On July 1st 1903, King Leopold II inaugurated the golf club in the presence of Countess H. de Hemptinne and other distinguished members. The King was greeted by the club’s first chairman, Edmond Drugman.

Club History

It was King Leopold II who, at the end of the 19th Century, understood that the establishment of a golf course would further enhance the attraction of Ostend to British visitors. The course was designed by the Scottish American golf architect Seymour Dunn according to the then prevailing Anglo-Saxon standards. It was solemnly inaugurated on July 1st 1903.

Seymour Dunn also designed King Leopold II ’s private golf course and he was the original golf architect of the course at Ravenstein. The state granted Leopold II a lease of land in what was conveniently called Ostend, but was actually Klemskerke or De Haan, for the annual sum of 91,20 francs. The Royal Ostend Golf Club still lies on the grounds which the king personally selected.
It was Leopold II ’s desire to create two golf courses, one on the coast in Ostend and one in Brussels on the estate of Ravenstein, and bring them together as twin courses in one single club, The Royal Golf Club de Belgique. The king would foot the bill. He was often heard saying: “A king is destined to enrich his country, therefore I will bear the expenses myself”.

The clubhouse 1900-1910
I would rather be on the golf course than at school!

In this well-known Henri Cassiers poster promoting tourism for De Haan, bystanders watch local boys carrying golf clubs for elegantly dressed lady and gentlemen golfers. Maybe they should have been at school but caddying is much more fun!
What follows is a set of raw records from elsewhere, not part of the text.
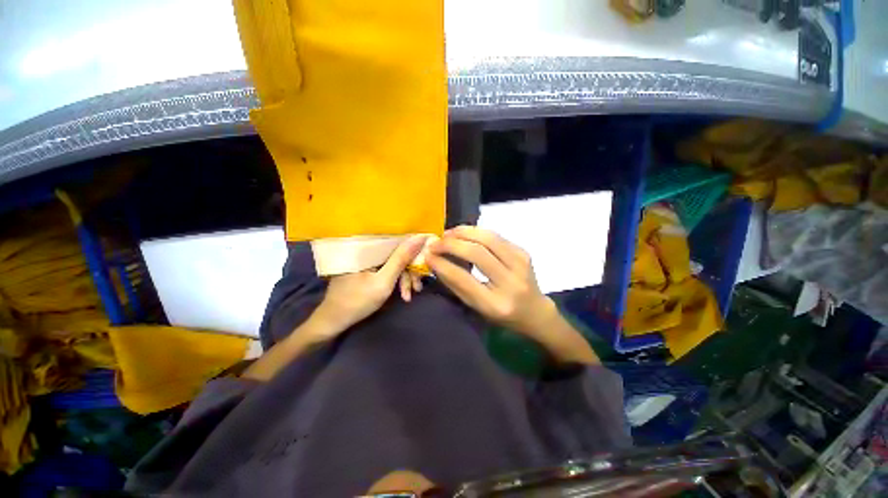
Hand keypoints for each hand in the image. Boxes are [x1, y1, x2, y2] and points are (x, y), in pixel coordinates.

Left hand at [309, 234, 428, 340]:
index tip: (424, 264)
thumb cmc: (357, 301)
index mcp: (369, 246)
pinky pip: (388, 268)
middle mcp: (369, 248)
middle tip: (417, 288)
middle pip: (398, 254)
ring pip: (395, 263)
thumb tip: (419, 237)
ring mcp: (369, 259)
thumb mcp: (384, 281)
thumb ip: (401, 259)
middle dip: (410, 271)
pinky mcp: (368, 267)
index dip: (414, 250)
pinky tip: (401, 293)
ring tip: (408, 296)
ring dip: (404, 279)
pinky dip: (396, 280)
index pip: (399, 240)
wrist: (333, 320)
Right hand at [426, 226, 558, 337]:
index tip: (427, 254)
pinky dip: (476, 232)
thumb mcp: (476, 308)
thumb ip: (456, 285)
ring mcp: (520, 264)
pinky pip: (495, 236)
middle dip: (451, 243)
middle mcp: (511, 282)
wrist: (535, 311)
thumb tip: (436, 262)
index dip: (442, 263)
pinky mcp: (523, 251)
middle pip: (477, 252)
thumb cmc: (502, 315)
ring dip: (463, 232)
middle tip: (435, 242)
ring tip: (447, 234)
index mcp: (496, 304)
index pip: (463, 278)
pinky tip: (465, 235)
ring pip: (487, 237)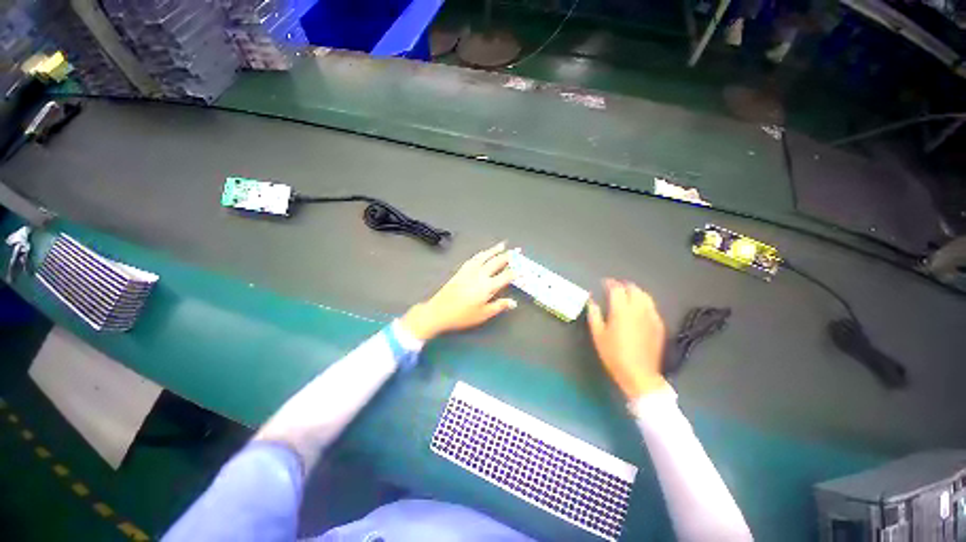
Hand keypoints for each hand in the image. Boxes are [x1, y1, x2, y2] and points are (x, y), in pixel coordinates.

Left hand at [401, 242, 516, 340]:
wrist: (439, 311)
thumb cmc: (462, 316)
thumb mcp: (483, 314)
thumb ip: (499, 306)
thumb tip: (513, 302)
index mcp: (488, 286)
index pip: (506, 276)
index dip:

Both the golf course and the clubhouse were completely destroyed during the First World War and subsequently rebuilt, only to be destroyed again during the Second World War. Thankfully the course was painstakingly restored and the club was re-inaugurated on July 7th 1948. From the 1950s onwards members of the Belgian Royal Family were often seen playing golf at Royal Ostend. King Leopold III especially was an accomplished golfer and a regular visitor.

The clubhouse in 1948
The restaurant in the clubhouse
The bar in the clubhouse

The course was re-designed in the 1990s by the famous golf architect Martin Hawtree. At the same time, the clubhouse was thoroughly renovated in a cosy and welcoming English style. More recently, the ground floor with Pro Shop, secretariat and changing rooms, was completely modernised.

Caddies awaiting golfers at the tram stop in 1930
The German naval infantry in front of the clubhouse
winter 1942 - 1943

The clubhouse served as a training centre for the naval infantry while the course was transformed into a training ground.

German soldiers on The Blekkaert Dune (tee nrs. 8 and 9)

The Royal Ostend Golf Club is the only links course in Belgium. It was the first Belgian Club to have obtained a Five Star GEO Certification for its ecological management. In 2015 Royal Ostend was awarded the prestigious Baillet Latour Prize for the Environment.